William Child - Wittgenstein
Chapter Five - The later philosophy: intentionality and rule-following
2. Rules and Rule-Following
● Wittgenstein’s discussion of rules is influenced by:
○ his refutation of the imagist view of thought - in fact, any picture can be
interpreted in numerous different ways, hence what a picture represents is not intrinsic
but a matter of application
○ his family resemblance theory - our grasp of e.g. ‘game’ depends on the
contingent fact that, having been introduced to the word in various examples, we find it
natural to apply it in new cases in the same way
● Wittgenstein considers two kinds of questions about rules:
○ constitutive questions: what makes it the case that the correct
continuation of the series ‘+2’ is ‘1000, 1002, 1004, 1006’, and not ‘1000, 1004, 1008,
1012’? (accord with the rule)
○ questions bout our knowledge/grasp of rules: what makes it the case that
I have grasped the rule for adding 2? How do I know what I have to do at each
successive step in order to follow the rule?

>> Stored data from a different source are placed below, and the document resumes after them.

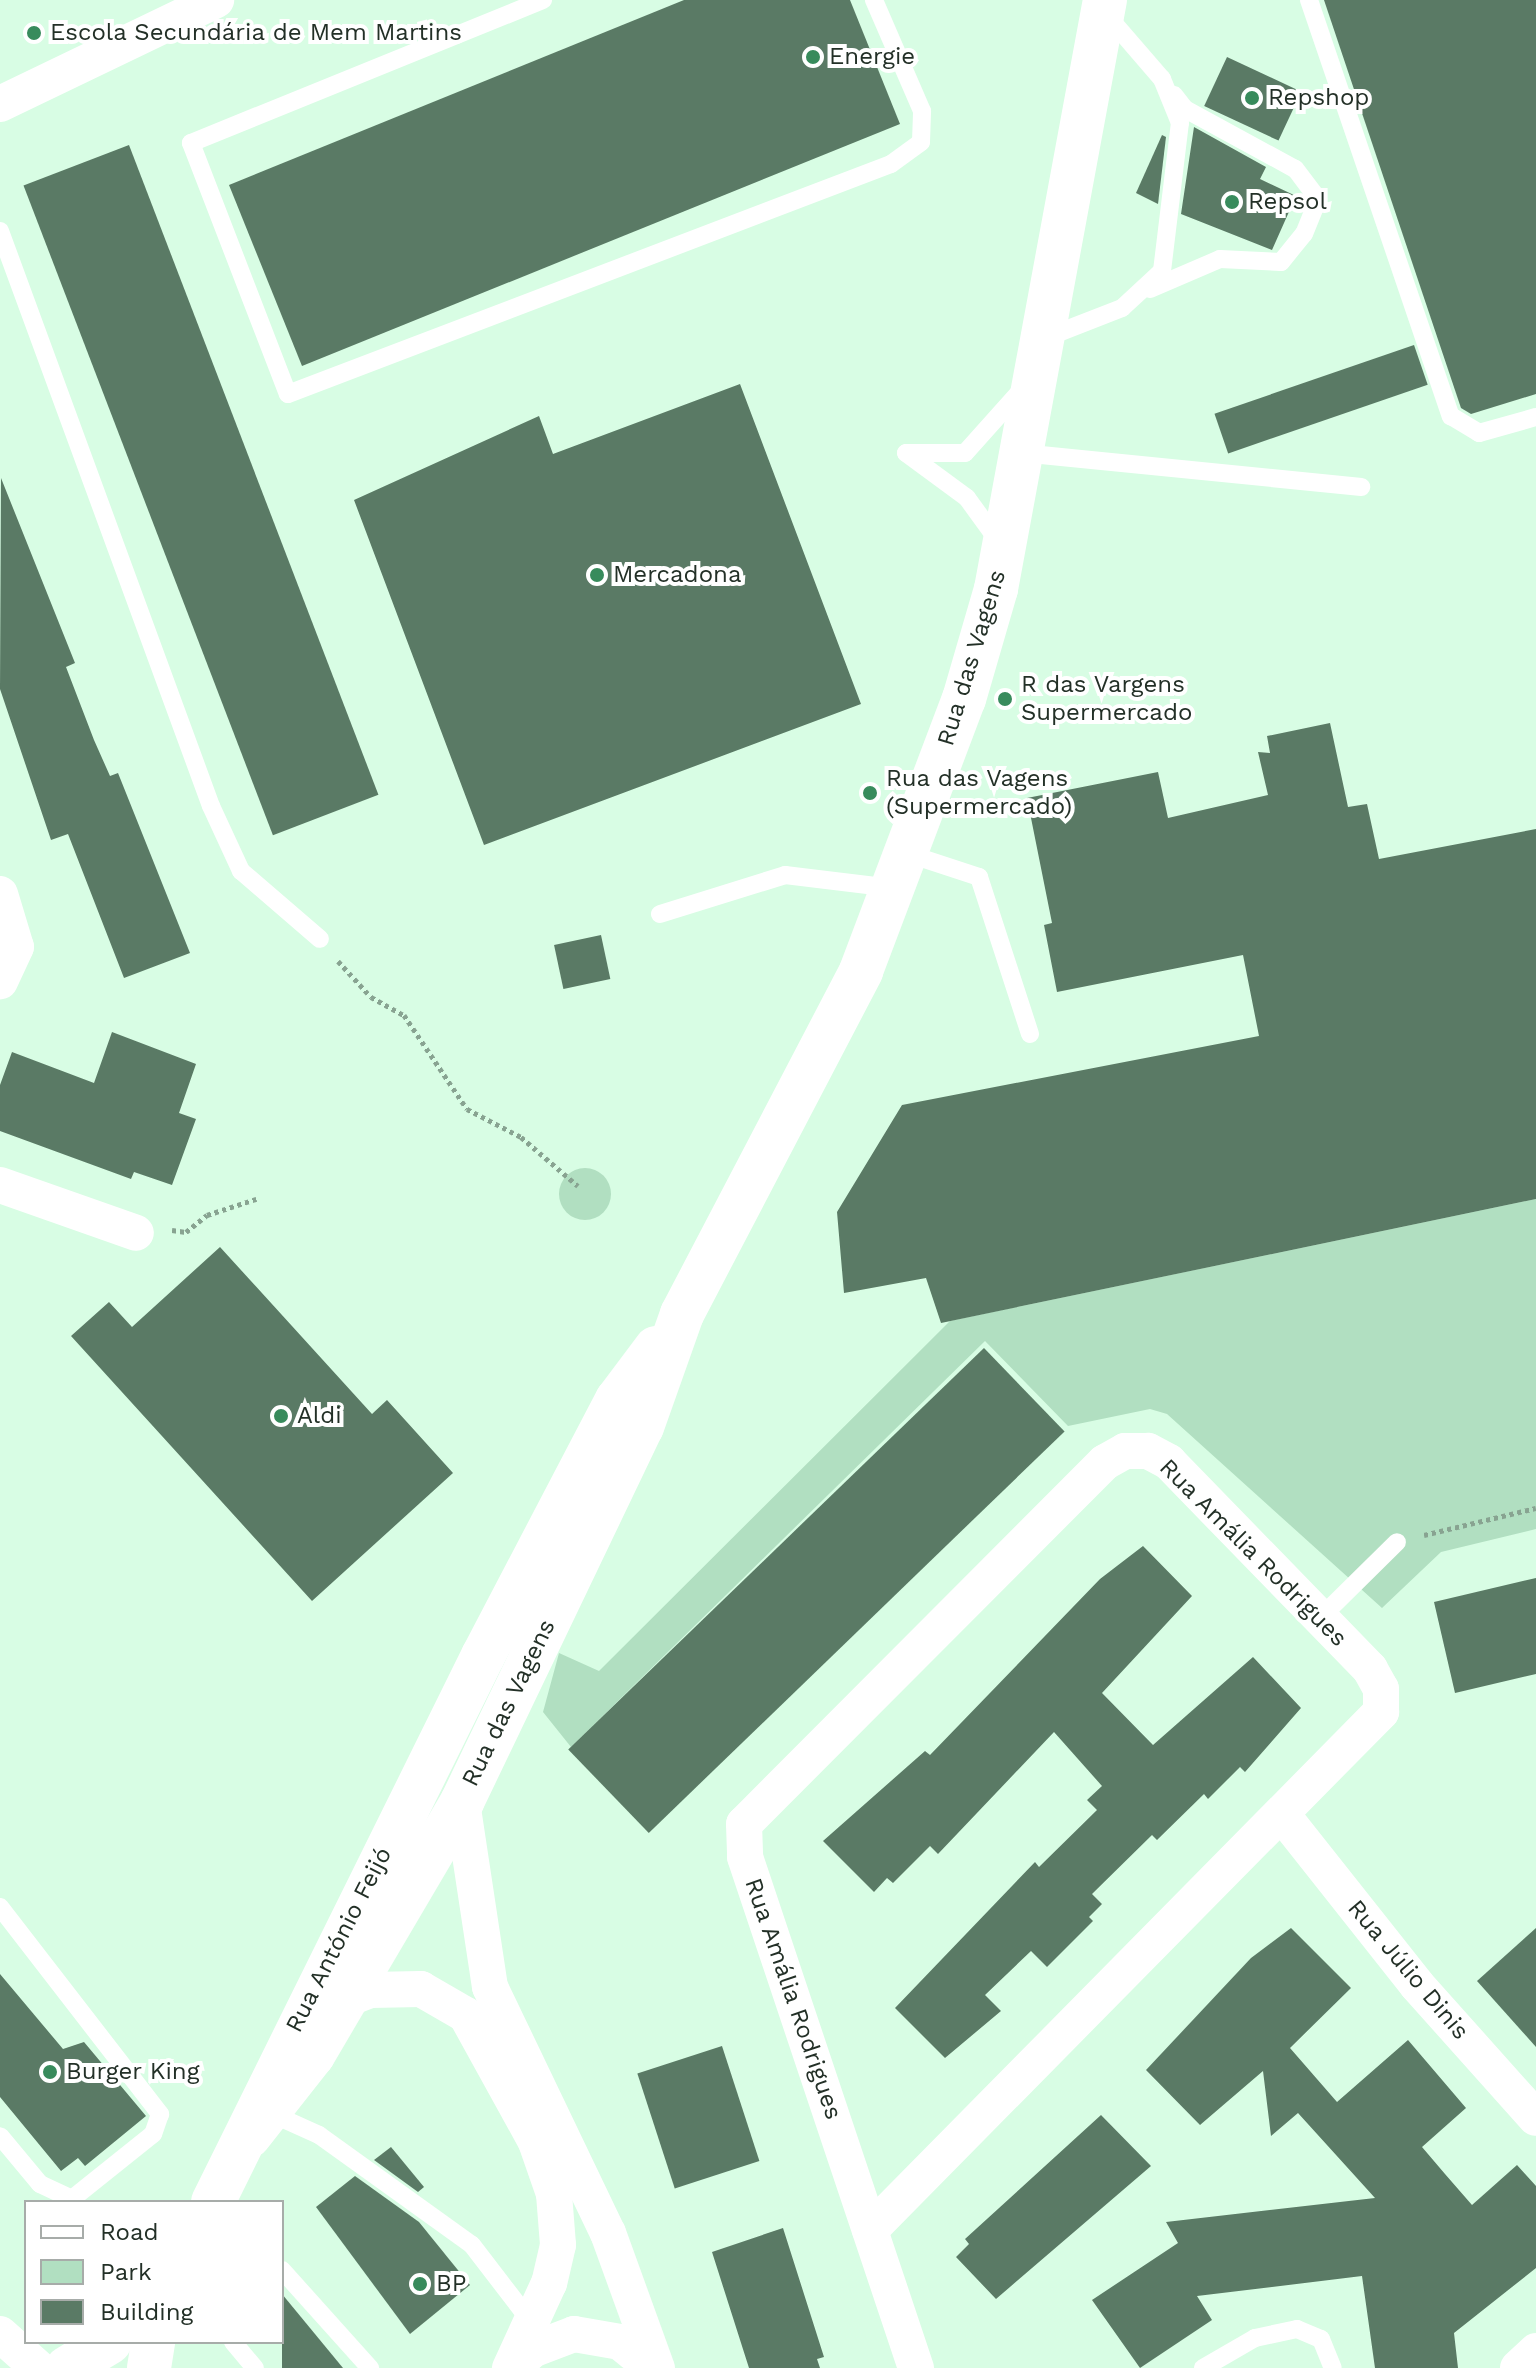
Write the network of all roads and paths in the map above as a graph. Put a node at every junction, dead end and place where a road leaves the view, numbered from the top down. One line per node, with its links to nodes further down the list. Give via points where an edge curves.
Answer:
1 (216, 0): 6 (street)
2 (543, 0): 3 (lane, via 191,143 288,394 891,164 921,142 922,111)
3 (874, 0)
4 (1309, 0): 12 (lane, via 1446,406 1479,433)
5 (1104, 5): 7 (lane); 11 (street, Rua das Vagens)
6 (173, 9): 8 (street)
7 (1162, 79): 10 (lane, via 1180,123 1162,271); 10 (lane, via 1185,109 1295,169 1318,199 1304,234 1281,262 1220,259)
8 (0, 104)
9 (0, 231): 19 (lane, via 217,819 241,871)
10 (1147, 291): 11 (lane)
11 (1041, 357): 13 (street, Rua das Vagens); 15 (lane, via 965,453 906,453 967,498)
12 (1536, 417)
13 (1021, 453): 14 (lane); 15 (street, Rua das Vagens)
14 (1361, 487)
15 (1004, 548): 16 (street, Rua das Vagens, via 964,699)
16 (899, 871): 18 (lane, via 785,875); 21 (lane, via 979,877); 26 (street, Rua das Vagens, via 861,971)
17 (0, 894): 20 (street, via 16,947)
18 (660, 914)
19 (320, 939): 23 (path, via 371,997 404,1015 467,1109 521,1137)
20 (0, 981)
21 (1030, 1034)
22 (0, 1185): 25 (street)
23 (578, 1186)
24 (256, 1199): 25 (path, via 207,1215 186,1232)
25 (136, 1233)
26 (682, 1314): 30 (street, Rua das Vagens, via 617,1400); 31 (street, Rua das Vagens, via 642,1427)
27 (1536, 1508): 28 (path)
28 (1397, 1542): 29 (lane)
29 (1320, 1618): 32 (street, Rua Amália Rodrigues, via 1370,1669 1381,1689 1381,1712); 39 (street, Rua Amália Rodrigues, via 1169,1462 1125,1451 1105,1462 752,1810 743,1832 745,1857)
30 (439, 1748): 36 (street, Rua António Feijó, via 293,2028)
31 (462, 1802): 34 (street, Rua António Feijó); 53 (street, Rua das Vagens, via 490,1987 608,2233)
32 (1284, 1817): 35 (street, Rua Júlio Dinis, via 1417,1985); 39 (street, Rua Amália Rodrigues)
33 (0, 1908): 37 (lane, via 160,2114 153,2134 72,2199 40,2184)
34 (347, 1999): 36 (street, Rua António Feijó); 41 (street, via 383,1988 421,1989 466,2015 483,2036 536,2142 556,2206 553,2271)
35 (1536, 2118)
36 (259, 2124): 38 (street, Rua António Feijó); 41 (lane, via 319,2135 472,2245)
37 (0, 2136)
38 (214, 2200)
39 (870, 2230): 54 (street, Rua Amália Rodrigues)
40 (284, 2272): 51 (lane)
41 (531, 2322): 52 (street)
42 (0, 2334): 47 (street)
43 (107, 2344): 48 (street)
44 (153, 2344): 49 (street)
45 (235, 2344): 50 (lane)
46 (1536, 2351): 57 (street)
47 (38, 2368)
48 (67, 2368)
49 (149, 2368)
50 (255, 2368)
51 (370, 2368)
52 (511, 2368): 53 (street, via 532,2350 574,2334 620,2342)
53 (655, 2368)
54 (916, 2368)
55 (1203, 2368): 56 (lane, via 1255,2338 1297,2329 1321,2339)
56 (1333, 2368)
57 (1518, 2368)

i. The constitutive question
● Philosophers have tended to answer the constitutive question in two ways:
○ Platonism: it is an absolutely objective fact that the correct continuation
of the series ‘2, 4, 6...996, 998’ is ‘1000, 1002’ etc, and likewise with applying
descriptive words - it is an absolutely objective fact that someone who has been trained in
the normal way to use the word ‘red’ is using it correctly when applied to ripe tomatoes.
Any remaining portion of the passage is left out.